The autophagosome: origins unknown, biogenesis complex

Autophagy is an evolutionarily conserved lysosome-mediated degradation process that involves membrane-bound organelles called autophagosomes. Macroautophagy, commonly referred to as autophagy, is induced by amino acid starvation.Autophagosome formation is mediated by autophagy-related (ATG) proteins. There are more than 34 ATG proteins in yeast, of which almost half are conserved in mammals.Amino acid starvation inactivates mammalian target of rapamycin complex 1 (mTORC1), which leads to the induction of autophagy and increased autophagsome formation.
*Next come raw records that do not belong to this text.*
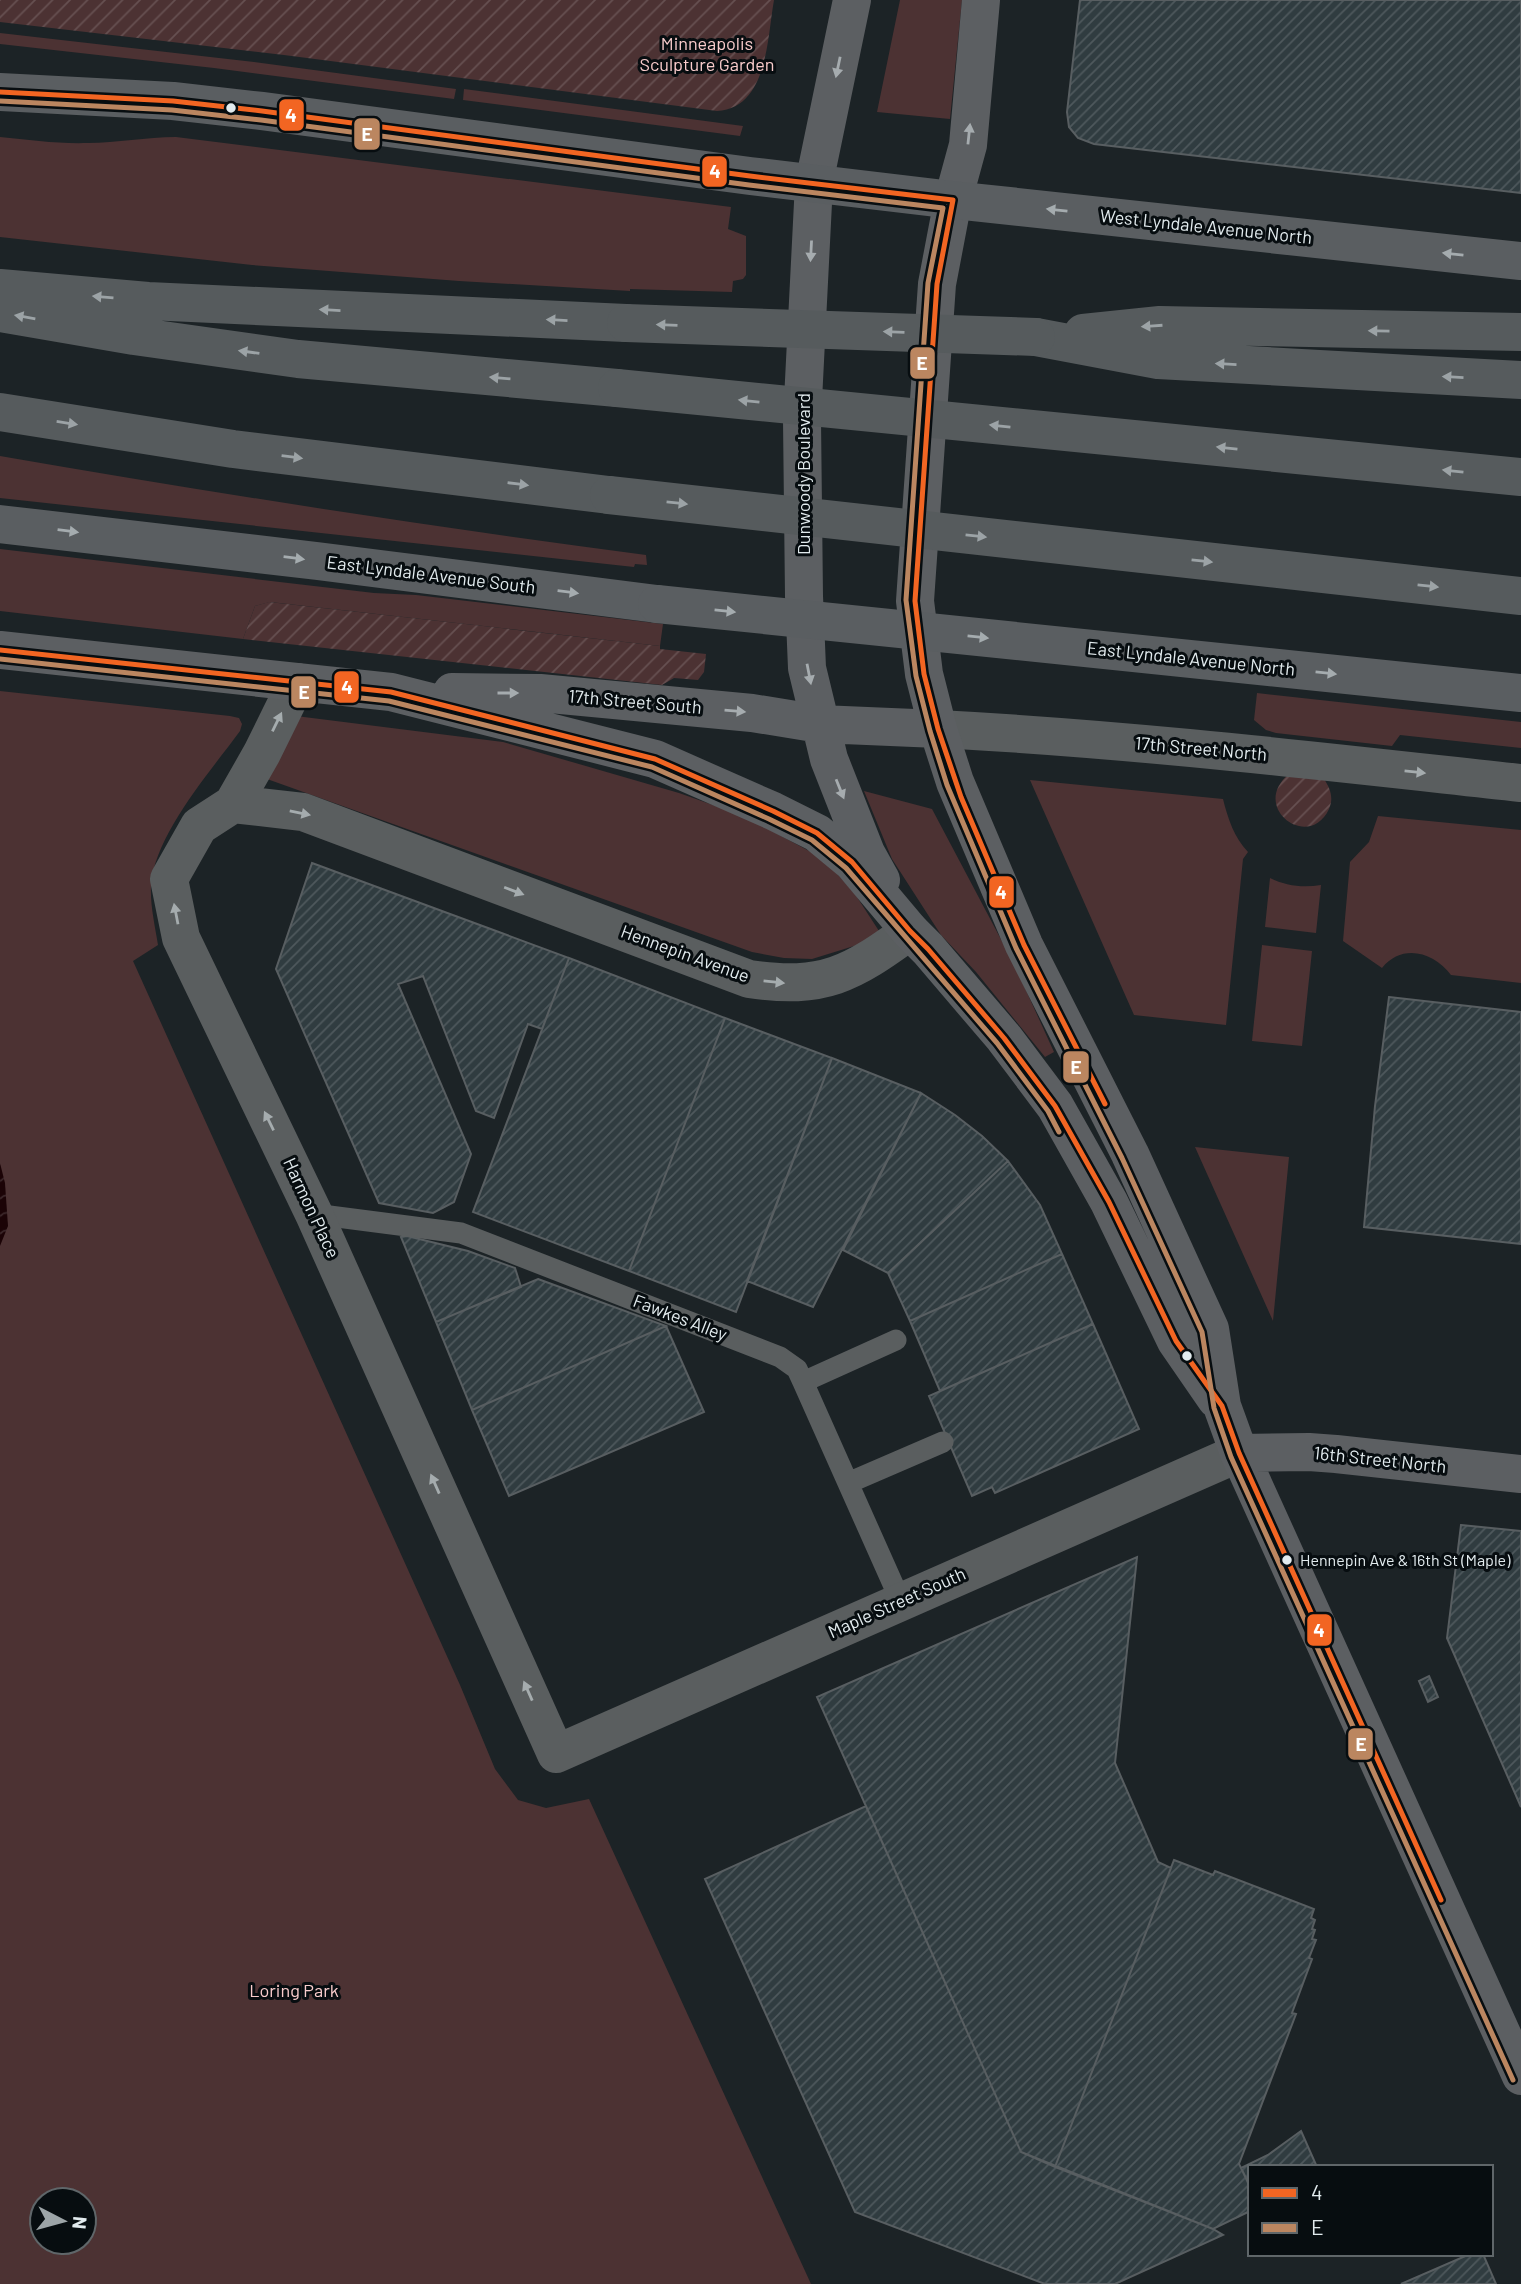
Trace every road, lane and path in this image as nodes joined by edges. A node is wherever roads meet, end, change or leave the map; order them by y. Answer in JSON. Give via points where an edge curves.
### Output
{"nodes":[{"id":1,"x":852,"y":0,"type":"edge"},
{"id":2,"x":981,"y":0,"type":"edge"},
{"id":3,"x":0,"y":92,"type":"edge"},
{"id":4,"x":814,"y":183,"type":"junction"},
{"id":5,"x":953,"y":200,"type":"junction"},
{"id":6,"x":1521,"y":261,"type":"edge"},
{"id":7,"x":0,"y":288,"type":"edge"},
{"id":8,"x":0,"y":313,"type":"edge"},
{"id":9,"x":1521,"y":332,"type":"edge"},
{"id":10,"x":1036,"y":337,"type":"junction"},
{"id":11,"x":1521,"y":380,"type":"edge"},
{"id":12,"x":0,"y":412,"type":"edge"},
{"id":13,"x":1521,"y":477,"type":"edge"},
{"id":14,"x":0,"y":524,"type":"edge"},
{"id":15,"x":1521,"y":597,"type":"edge"},
{"id":16,"x":862,"y":625,"type":"joint"},
{"id":17,"x":0,"y":650,"type":"edge"},
{"id":18,"x":297,"y":682,"type":"junction"},
{"id":19,"x":391,"y":692,"type":"junction"},
{"id":20,"x":1521,"y":693,"type":"edge"},
{"id":21,"x":820,"y":724,"type":"junction"},
{"id":22,"x":879,"y":726,"type":"joint"},
{"id":23,"x":938,"y":729,"type":"junction"},
{"id":24,"x":1521,"y":783,"type":"edge"},
{"id":25,"x":233,"y":804,"type":"junction"},
{"id":26,"x":910,"y":931,"type":"junction"},
{"id":27,"x":314,"y":1214,"type":"junction"},
{"id":28,"x":896,"y":1340,"type":"dead end"},
{"id":29,"x":803,"y":1382,"type":"junction"},
{"id":30,"x":1222,"y":1406,"type":"junction"},
{"id":31,"x":943,"y":1442,"type":"dead end"},
{"id":32,"x":1239,"y":1453,"type":"junction"},
{"id":33,"x":1521,"y":1474,"type":"edge"},
{"id":34,"x":848,"y":1483,"type":"junction"},
{"id":35,"x":901,"y":1602,"type":"junction"},
{"id":36,"x":556,"y":1754,"type":"joint"},
{"id":37,"x":1521,"y":2076,"type":"edge"}],
"edges":[{"from":1,"to":4,"type":"main road","name":"Dunwoody Boulevard","one_way":true},
{"from":5,"to":2,"type":"main road","one_way":true,"via":[[968,145]]},
{"from":3,"to":4,"type":"main road","name":"West Lyndale Avenue North","via":[[173,101]]},
{"from":4,"to":5,"type":"main road","name":"West Lyndale Avenue North"},
{"from":4,"to":21,"type":"main road","name":"Dunwoody Boulevard","one_way":true,"via":[[802,420],[803,555],[807,668]]},
{"from":6,"to":5,"type":"main road","name":"West Lyndale Avenue North","one_way":true},
{"from":5,"to":23,"type":"main road","via":[[937,284],[915,601],[924,674]]},
{"from":10,"to":7,"type":"highway","one_way":true,"bridge":true,"via":[[148,301]]},
{"from":13,"to":8,"type":"highway","one_way":true,"bridge":true,"via":[[298,359]]},
{"from":9,"to":10,"type":"highway","one_way":true,"via":[[1160,325]]},
{"from":11,"to":10,"type":"highway","one_way":true,"via":[[1158,360]]},
{"from":12,"to":15,"type":"highway","one_way":true,"bridge":true,"via":[[233,449],[609,495]]},
{"from":14,"to":16,"type":"main road","name":"East Lyndale Avenue South","one_way":true,"bridge":true},
{"from":16,"to":20,"type":"main road","name":"East Lyndale Avenue North","one_way":true,"bridge":true},
{"from":17,"to":18,"type":"main road"},
{"from":18,"to":19,"type":"main road"},
{"from":25,"to":18,"type":"street","name":"Harmon Place","one_way":true},
{"from":19,"to":21,"type":"main road","name":"17th Street South","one_way":true,"via":[[540,693]]},
{"from":19,"to":26,"type":"main road","via":[[655,759],[773,811],[817,833],[852,862]]},
{"from":21,"to":22,"type":"main road","name":"17th Street South"},
{"from":21,"to":26,"type":"main road","name":"Dunwoody Boulevard","one_way":true,"via":[[829,760],[866,853]]},
{"from":22,"to":23,"type":"main road","name":"17th Street North"},
{"from":23,"to":24,"type":"street","name":"17th Street North","one_way":true,"via":[[1006,731]]},
{"from":23,"to":30,"type":"main road","via":[[955,782],[1024,945],[1130,1154],[1210,1329]]},
{"from":25,"to":26,"type":"street","name":"Hennepin Avenue","one_way":true,"via":[[303,813],[749,979],[780,984],[816,982],[872,958]]},
{"from":27,"to":25,"type":"street","name":"Harmon Place","one_way":true,"via":[[181,938],[169,879],[198,826]]},
{"from":26,"to":30,"type":"main road","via":[[1004,1038],[1055,1106],[1109,1202],[1176,1341]]},
{"from":27,"to":29,"type":"lane","name":"Fawkes Alley","via":[[461,1233],[780,1357],[797,1369]]},
{"from":36,"to":27,"type":"street","name":"Harmon Place","one_way":true},
{"from":28,"to":29,"type":"lane"},
{"from":29,"to":34,"type":"lane","name":"Fawkes Alley"},
{"from":30,"to":32,"type":"main road"},
{"from":31,"to":34,"type":"lane"},
{"from":32,"to":33,"type":"main road","name":"16th Street North","via":[[1336,1454]]},
{"from":32,"to":35,"type":"street","name":"Maple Street South"},
{"from":32,"to":37,"type":"main road"},
{"from":34,"to":35,"type":"lane","name":"Fawkes Alley"},
{"from":35,"to":36,"type":"street","name":"Maple Street South"}]}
Both the UNC51-like kinase (ULK) complex and the autophagy-specific class III PI3K complex are activated downstream of mTORC1 inactivation.Autophagosome formation after amino acid starvation occurs at contact sites between the endoplasmic reticulum (ER) and mitochondria. Expansion of the site occurs on omegasomes, which are platforms that are enriched in phosphatidylinositol 3-phosphate produced by the autophagy-specific PI3K complex.Omegasomes give rise to isolation membranes (also known as phagophores), which recruit ATG proteins, including the ULK complex, the PI3K complex, WD-repeat domain phosphoinositide-interacting 2 (WIPI2), ATG12, ATG5, ATG16L1 and LC3.Expansion of the isolation membrane is driven by vesicular traffic from several cellular compartments, including the ER–Golgi intermediate compartment (ERGIC), the Golgi and recycling endosomes. Expansion of the isolation membrane is followed by detachment from the omegasome and closure of the vesicle around the cytosolic proteins and membranes.